We can also conclude that the basic algorithm, the one that does not include any DM is of lesser quality compared to the other three instances of the algorithm where DM is included. This is an expected outcome since diversity is very important in an evolutionary context.

4. Simulation

Tracking of the trajectory is simulated in both 2D the 3D environment. In order to implement the tracking, inverse kinematics of the 3 DOF robot is solved. Dimensions used to solve the problem trigonometrically are shown in Figure 1.

The process of the evolution of trajectories is illustrated in Figure 5. Fifty individuals are evolved over a number of generations searching for the best solution for the given environment. The whole population is illustrated on the left. In the middle, the best individual from the current population is shown. The right side presents fitness vs. time or generations for the best individual from the current population.

The trajectory is obtained with the use of the novelty 3D algorithm since this algorithm gave the best results for this problem. The optimized polynomial function of the trajectory is discretized in 100 sections, which gave us points that make the polynomial curve. Each point has coordinates that represent external coordinates of robot position. This way, simulation comes down to point-to-point robot positioning which can be easily implemented onto industrial robots. Figure 6 shows the robot following the trajectory at the beginning, after 30%, after 60%, and at the end of the process.

5. Conclusions

The results show that diversity maintenance methods have an impact on the overall fitness of the end solution found, what is expected. The basic version of the algorithm performed less successfully compared to all the three other versions with diversity maintenance included.

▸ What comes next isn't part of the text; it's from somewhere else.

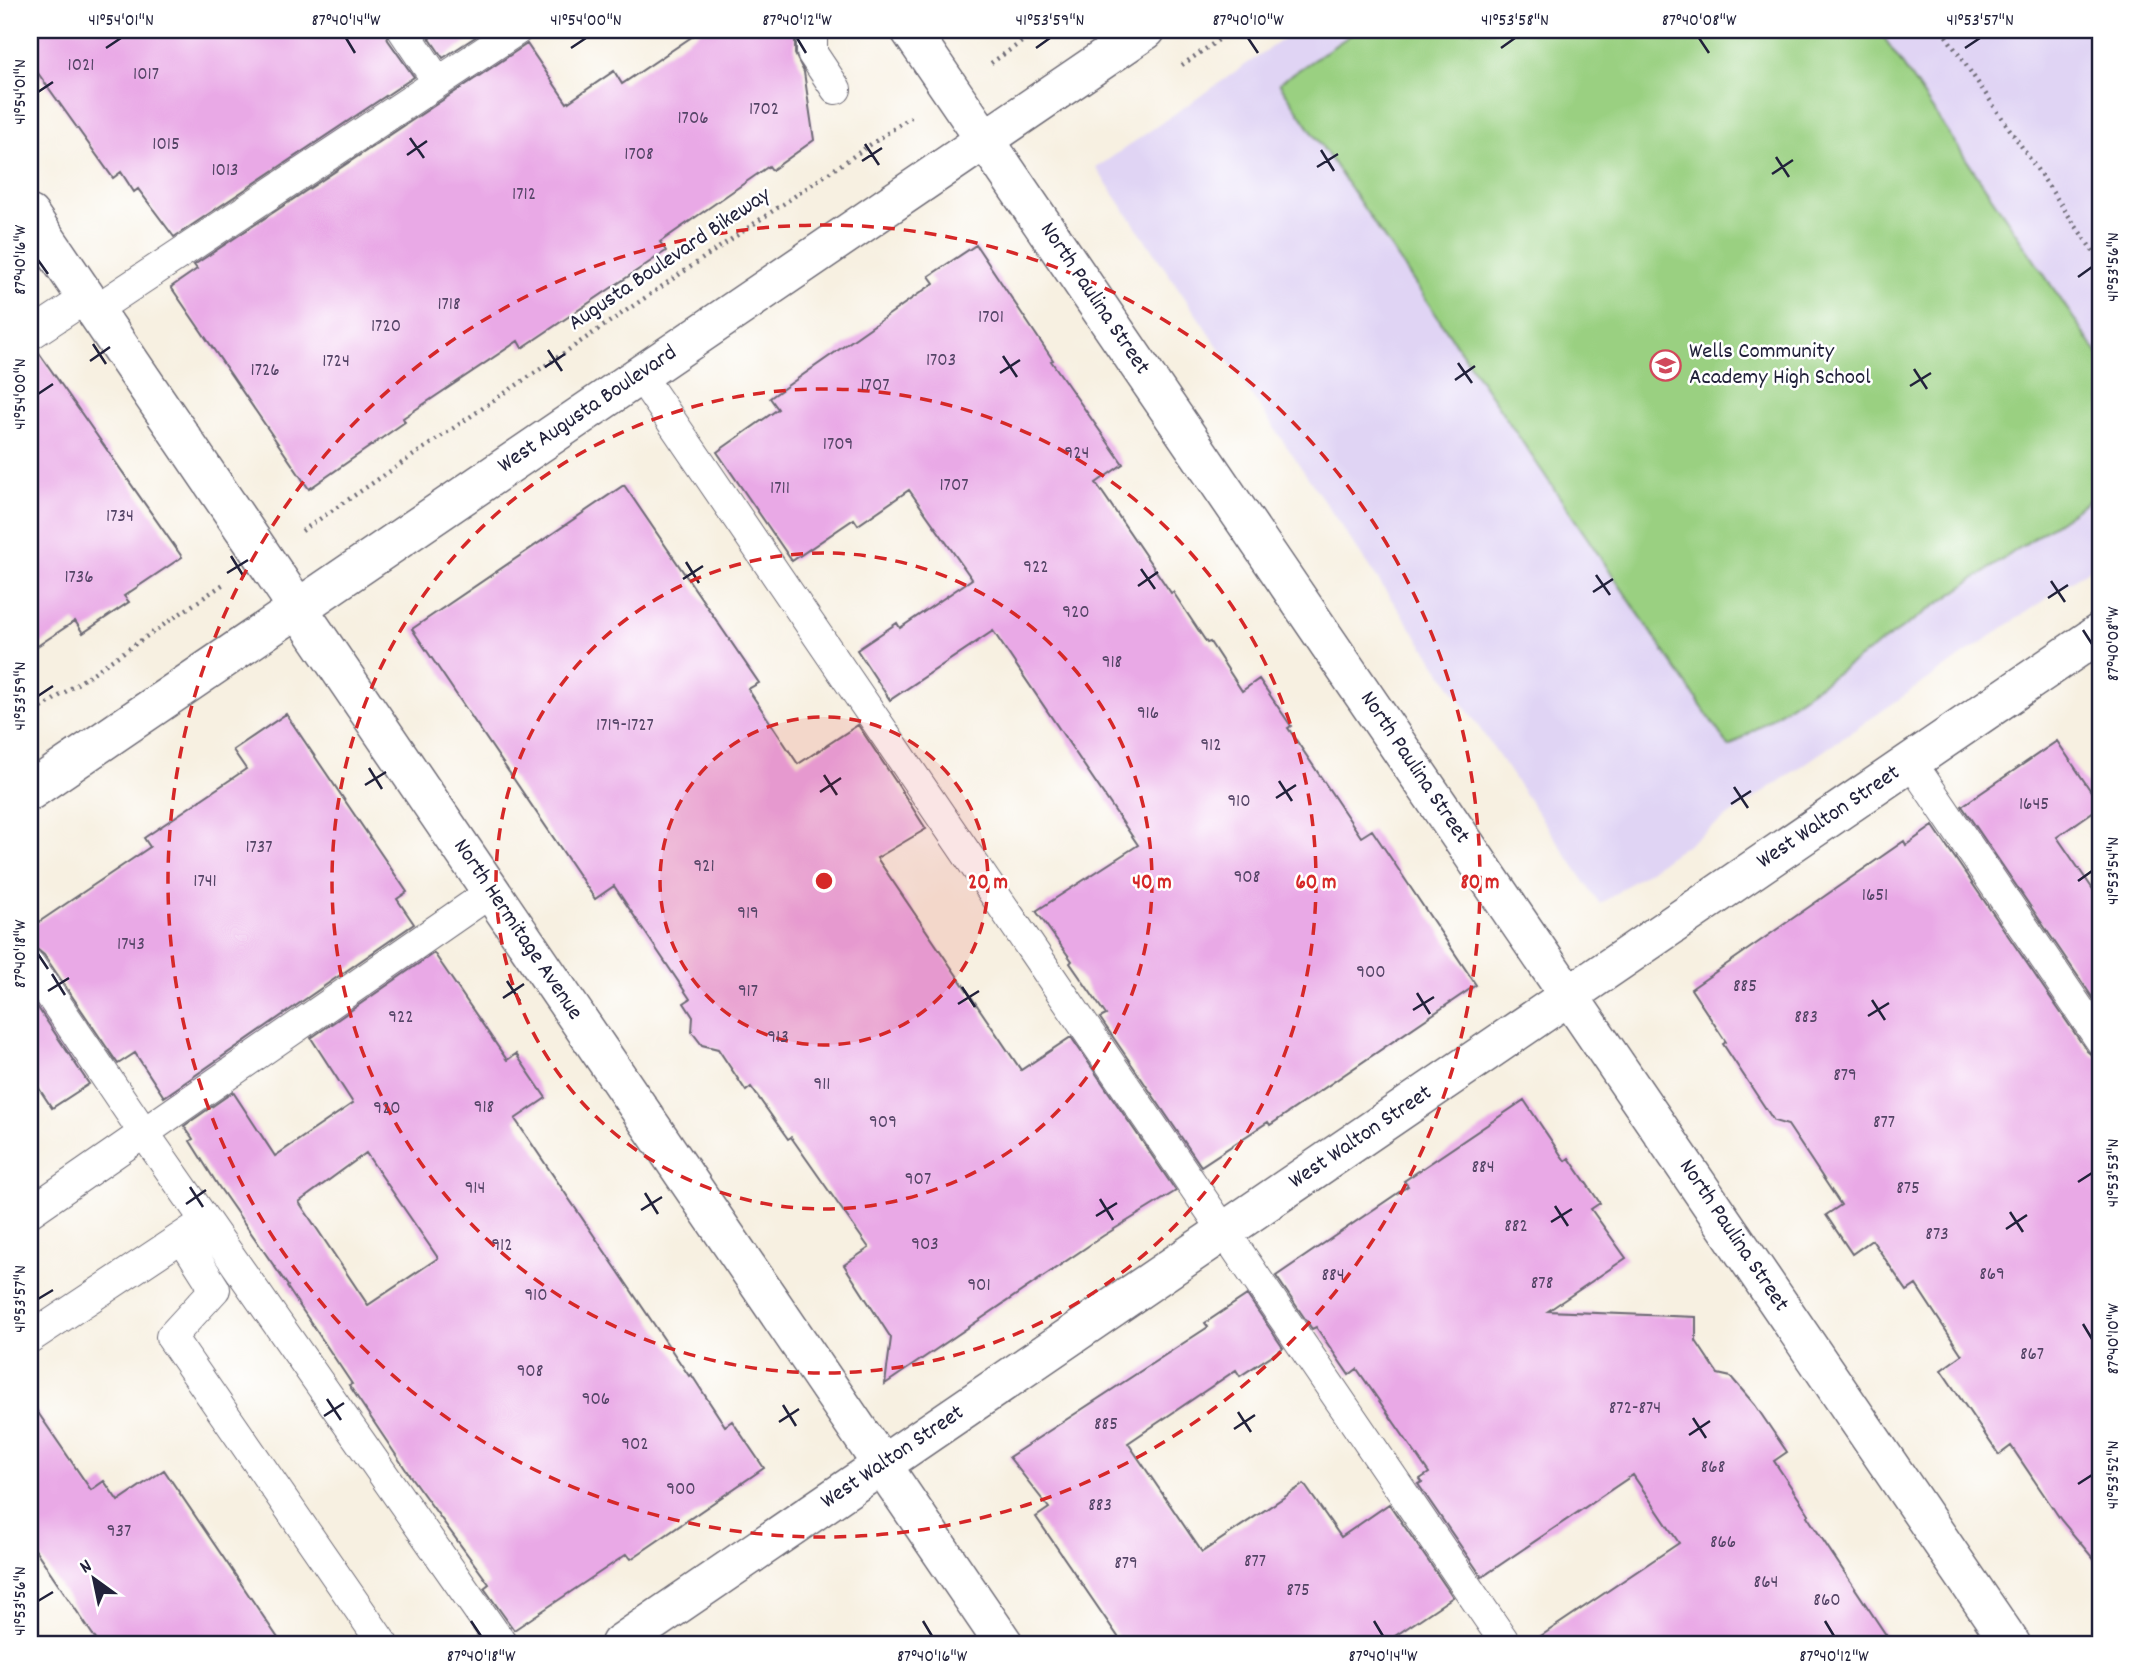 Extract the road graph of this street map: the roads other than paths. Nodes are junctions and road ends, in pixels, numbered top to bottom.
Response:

Both for the two-dimensional and three-dimensional environment, the novelty algorithm gave solutions that are consistent and converge fast towards the optimal solution.

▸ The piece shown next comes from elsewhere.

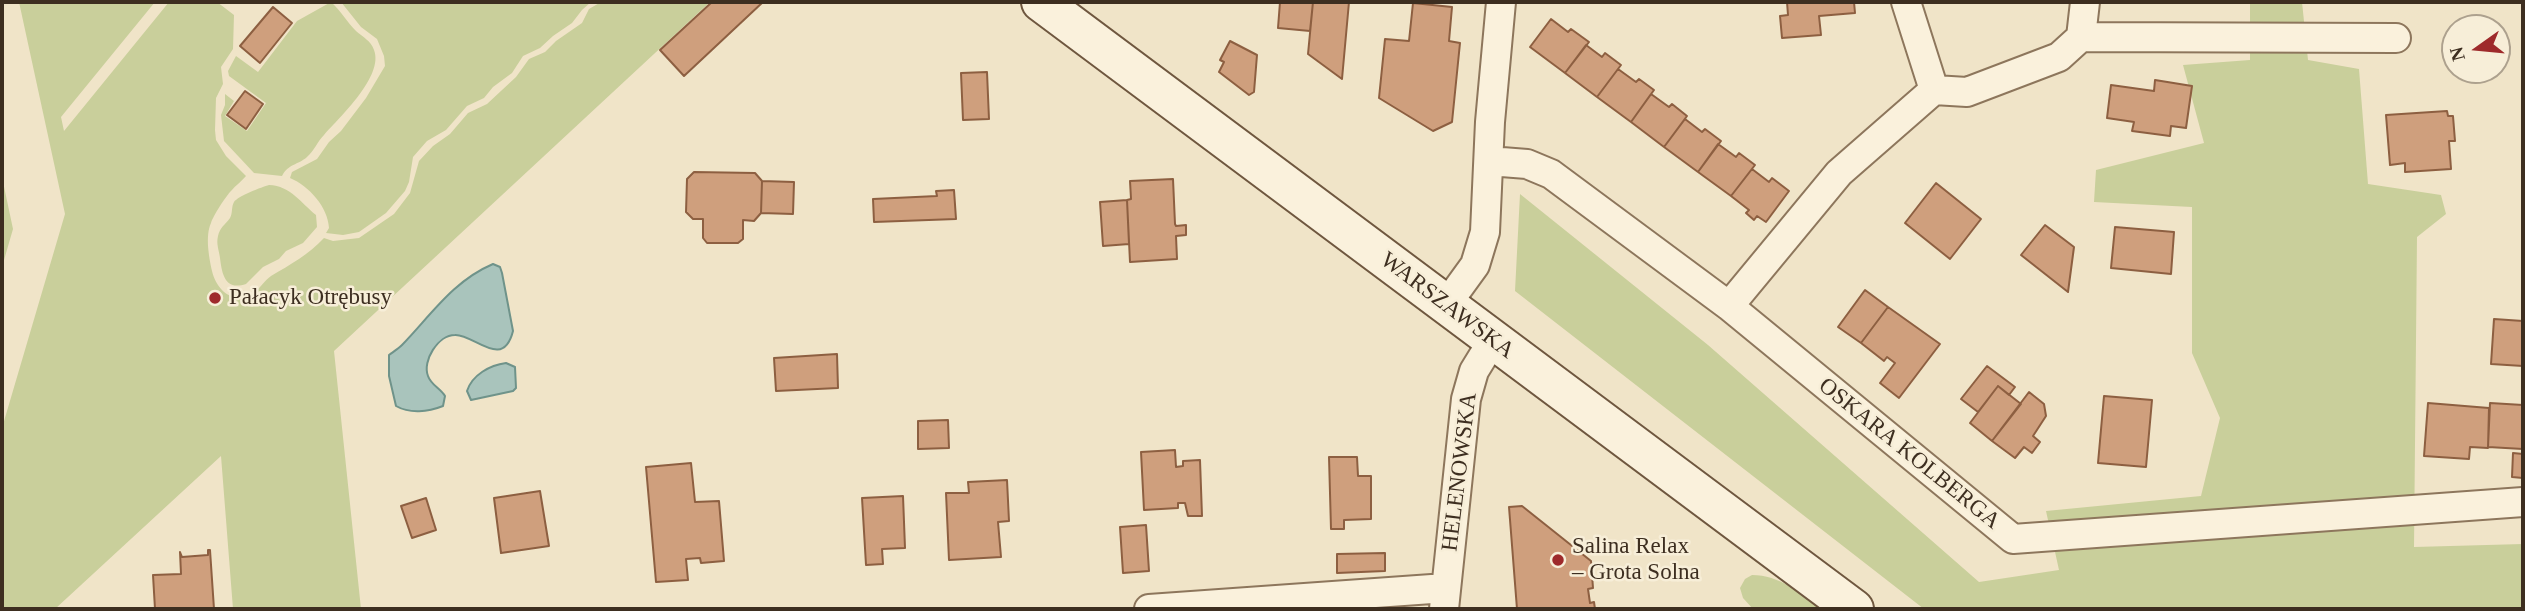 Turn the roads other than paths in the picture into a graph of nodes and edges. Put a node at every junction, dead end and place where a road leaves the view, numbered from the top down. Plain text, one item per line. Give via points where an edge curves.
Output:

The fitness sharing algorithm gave comparably good results for the two-dimensional environment but had certain problems with the three-dimensional. The algorithm got trapped in the local optimum in 7.4% of the simulations.

Even though it found trajectories without collisions, the length of those trajectories was such that those simulations could be considered unsuccessful. With the dismissal of those outlying solutions, fitness sharing algorithm has results that are getting close to those of the novelty algorithm. Crowding algorithm gave evidently the least quality results out of the tested algorithms, for both problem domains.

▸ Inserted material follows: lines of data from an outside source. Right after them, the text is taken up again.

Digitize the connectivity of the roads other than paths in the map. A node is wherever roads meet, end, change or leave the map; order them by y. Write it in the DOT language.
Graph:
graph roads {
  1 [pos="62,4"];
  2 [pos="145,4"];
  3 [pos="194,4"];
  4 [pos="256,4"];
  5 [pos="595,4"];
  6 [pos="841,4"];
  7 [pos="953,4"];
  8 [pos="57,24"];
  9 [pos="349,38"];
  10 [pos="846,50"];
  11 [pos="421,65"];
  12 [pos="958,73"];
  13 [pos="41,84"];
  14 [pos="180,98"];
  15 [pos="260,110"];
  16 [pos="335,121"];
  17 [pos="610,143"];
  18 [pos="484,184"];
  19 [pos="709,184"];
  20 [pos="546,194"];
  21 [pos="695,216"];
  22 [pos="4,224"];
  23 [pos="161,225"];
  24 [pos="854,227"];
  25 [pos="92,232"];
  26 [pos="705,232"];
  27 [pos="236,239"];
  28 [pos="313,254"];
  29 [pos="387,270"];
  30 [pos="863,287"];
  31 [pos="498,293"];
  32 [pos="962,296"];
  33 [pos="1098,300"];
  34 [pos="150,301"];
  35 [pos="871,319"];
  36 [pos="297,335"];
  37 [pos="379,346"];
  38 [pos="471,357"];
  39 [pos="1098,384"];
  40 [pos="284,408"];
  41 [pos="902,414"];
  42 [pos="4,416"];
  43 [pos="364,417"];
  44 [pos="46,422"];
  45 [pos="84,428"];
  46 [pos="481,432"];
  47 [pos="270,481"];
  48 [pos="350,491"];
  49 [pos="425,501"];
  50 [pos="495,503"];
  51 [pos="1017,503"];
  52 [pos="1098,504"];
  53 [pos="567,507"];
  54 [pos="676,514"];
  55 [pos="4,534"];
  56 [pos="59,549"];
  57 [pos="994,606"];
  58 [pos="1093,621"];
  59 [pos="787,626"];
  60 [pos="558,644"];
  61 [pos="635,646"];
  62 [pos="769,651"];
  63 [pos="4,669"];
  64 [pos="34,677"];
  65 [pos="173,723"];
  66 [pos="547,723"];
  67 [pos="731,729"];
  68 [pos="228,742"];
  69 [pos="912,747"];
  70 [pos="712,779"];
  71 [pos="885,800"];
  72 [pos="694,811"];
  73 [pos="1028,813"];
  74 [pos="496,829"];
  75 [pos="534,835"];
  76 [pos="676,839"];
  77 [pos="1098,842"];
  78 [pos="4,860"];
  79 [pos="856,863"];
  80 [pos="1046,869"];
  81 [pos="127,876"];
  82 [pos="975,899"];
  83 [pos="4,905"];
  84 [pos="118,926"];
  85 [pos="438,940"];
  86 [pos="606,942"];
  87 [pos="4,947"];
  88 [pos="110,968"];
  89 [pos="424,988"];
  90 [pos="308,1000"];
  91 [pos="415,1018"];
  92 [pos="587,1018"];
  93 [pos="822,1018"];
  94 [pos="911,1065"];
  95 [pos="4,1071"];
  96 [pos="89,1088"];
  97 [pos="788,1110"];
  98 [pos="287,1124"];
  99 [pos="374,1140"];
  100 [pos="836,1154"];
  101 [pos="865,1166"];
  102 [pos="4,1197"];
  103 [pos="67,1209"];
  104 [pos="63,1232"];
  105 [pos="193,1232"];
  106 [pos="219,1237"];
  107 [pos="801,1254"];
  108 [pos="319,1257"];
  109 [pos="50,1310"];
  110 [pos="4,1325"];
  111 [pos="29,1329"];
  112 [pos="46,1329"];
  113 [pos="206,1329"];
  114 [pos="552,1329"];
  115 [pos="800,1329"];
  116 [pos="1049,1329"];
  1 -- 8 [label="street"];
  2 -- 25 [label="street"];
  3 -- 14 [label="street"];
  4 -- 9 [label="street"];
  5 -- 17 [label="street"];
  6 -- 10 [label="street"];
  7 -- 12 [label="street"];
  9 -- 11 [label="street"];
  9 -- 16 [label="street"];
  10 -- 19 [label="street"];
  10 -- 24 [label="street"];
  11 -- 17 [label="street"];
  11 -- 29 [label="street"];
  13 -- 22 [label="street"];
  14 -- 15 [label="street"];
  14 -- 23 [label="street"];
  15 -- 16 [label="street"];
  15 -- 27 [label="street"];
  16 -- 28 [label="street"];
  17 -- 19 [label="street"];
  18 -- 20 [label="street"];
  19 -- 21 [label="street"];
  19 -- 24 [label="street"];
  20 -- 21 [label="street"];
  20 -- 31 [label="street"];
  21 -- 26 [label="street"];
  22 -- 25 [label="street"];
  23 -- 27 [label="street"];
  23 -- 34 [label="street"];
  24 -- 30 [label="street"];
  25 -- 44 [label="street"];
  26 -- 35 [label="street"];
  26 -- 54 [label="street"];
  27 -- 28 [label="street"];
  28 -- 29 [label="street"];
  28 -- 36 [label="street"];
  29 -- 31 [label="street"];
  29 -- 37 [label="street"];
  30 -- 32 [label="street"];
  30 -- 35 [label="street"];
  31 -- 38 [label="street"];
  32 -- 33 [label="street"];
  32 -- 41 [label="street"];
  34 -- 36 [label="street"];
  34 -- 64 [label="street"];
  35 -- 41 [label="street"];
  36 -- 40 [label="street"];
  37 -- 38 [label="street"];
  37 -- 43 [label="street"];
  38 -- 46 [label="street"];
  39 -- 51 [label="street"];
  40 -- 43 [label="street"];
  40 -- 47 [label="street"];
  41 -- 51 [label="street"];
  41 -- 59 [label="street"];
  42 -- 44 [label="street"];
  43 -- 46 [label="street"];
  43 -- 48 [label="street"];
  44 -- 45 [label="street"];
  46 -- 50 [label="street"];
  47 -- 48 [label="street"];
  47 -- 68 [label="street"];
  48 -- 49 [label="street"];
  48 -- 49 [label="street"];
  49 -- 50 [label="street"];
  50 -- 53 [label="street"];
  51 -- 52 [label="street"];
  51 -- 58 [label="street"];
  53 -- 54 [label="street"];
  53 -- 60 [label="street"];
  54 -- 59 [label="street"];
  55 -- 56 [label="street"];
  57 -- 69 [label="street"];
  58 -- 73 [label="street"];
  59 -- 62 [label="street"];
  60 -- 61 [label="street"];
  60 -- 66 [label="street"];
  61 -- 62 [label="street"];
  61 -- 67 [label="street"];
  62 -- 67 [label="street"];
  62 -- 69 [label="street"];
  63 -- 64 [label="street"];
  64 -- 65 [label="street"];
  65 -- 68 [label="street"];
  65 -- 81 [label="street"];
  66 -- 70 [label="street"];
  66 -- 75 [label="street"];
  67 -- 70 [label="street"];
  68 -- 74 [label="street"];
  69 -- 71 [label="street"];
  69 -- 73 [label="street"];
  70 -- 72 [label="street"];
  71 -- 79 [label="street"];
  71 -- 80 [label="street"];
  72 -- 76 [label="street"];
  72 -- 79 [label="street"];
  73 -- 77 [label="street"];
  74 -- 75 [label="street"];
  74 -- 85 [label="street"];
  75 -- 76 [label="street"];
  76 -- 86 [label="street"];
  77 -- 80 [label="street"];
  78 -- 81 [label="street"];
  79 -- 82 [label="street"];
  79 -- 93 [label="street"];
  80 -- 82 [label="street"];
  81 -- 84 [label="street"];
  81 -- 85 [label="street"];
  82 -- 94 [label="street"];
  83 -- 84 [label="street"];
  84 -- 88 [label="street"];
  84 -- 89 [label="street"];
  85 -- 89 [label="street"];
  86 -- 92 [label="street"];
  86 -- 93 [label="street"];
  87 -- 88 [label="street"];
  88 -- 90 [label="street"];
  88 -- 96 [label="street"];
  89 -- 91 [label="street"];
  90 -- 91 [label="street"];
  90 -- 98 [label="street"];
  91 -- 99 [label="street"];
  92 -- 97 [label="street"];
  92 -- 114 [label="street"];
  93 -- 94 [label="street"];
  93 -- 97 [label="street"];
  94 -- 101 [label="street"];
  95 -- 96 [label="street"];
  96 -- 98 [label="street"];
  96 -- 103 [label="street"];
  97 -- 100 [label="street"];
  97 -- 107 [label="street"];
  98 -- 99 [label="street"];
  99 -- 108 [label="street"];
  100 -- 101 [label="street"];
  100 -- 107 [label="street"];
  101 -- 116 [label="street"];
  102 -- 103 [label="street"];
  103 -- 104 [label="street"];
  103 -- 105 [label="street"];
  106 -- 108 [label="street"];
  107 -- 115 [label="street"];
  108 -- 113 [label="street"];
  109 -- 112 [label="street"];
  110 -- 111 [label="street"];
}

Looking at the results, of this and the past research, the reason for the difference in the performance is not straightforward to explain. It originates from the diversity maintenance methods, which include parent selection models. The novelty and fitness sharing algorithms use a lot more stochastic models when choosing the parent population, which results in greater freedom in the exploration of the environment.

Crowding algorithm is based on the random pairing of parents from the population, and then offspring is compared to parents and fitter individuals are preserved. In the case where the population is sparsely distributed in the large search space, this can become a limitation, since good parents might not be selected to create offspring, and thus their genetic material disappears in the evolutionary process.

Diversity maintenance is not straightforward to implement and requires a significant amount of experimental work to tune the parameters for the algorithm to work efficiently.

It is then a question if this additional work is justified if the increase of the end solution quality is not significant.

The main conclusions regarding the application of different diversity maintenance methods to the problem of path planning drawn from this study are that novelty search equals fitness sharing for simpler scenarios of path planning. The strength of the novelty search arises with the complexity of the environment and path to be found. Also, diversity maintenance methods generally positively influence the quality of solutions to the problem of path planning, when compared to the basic algorithm.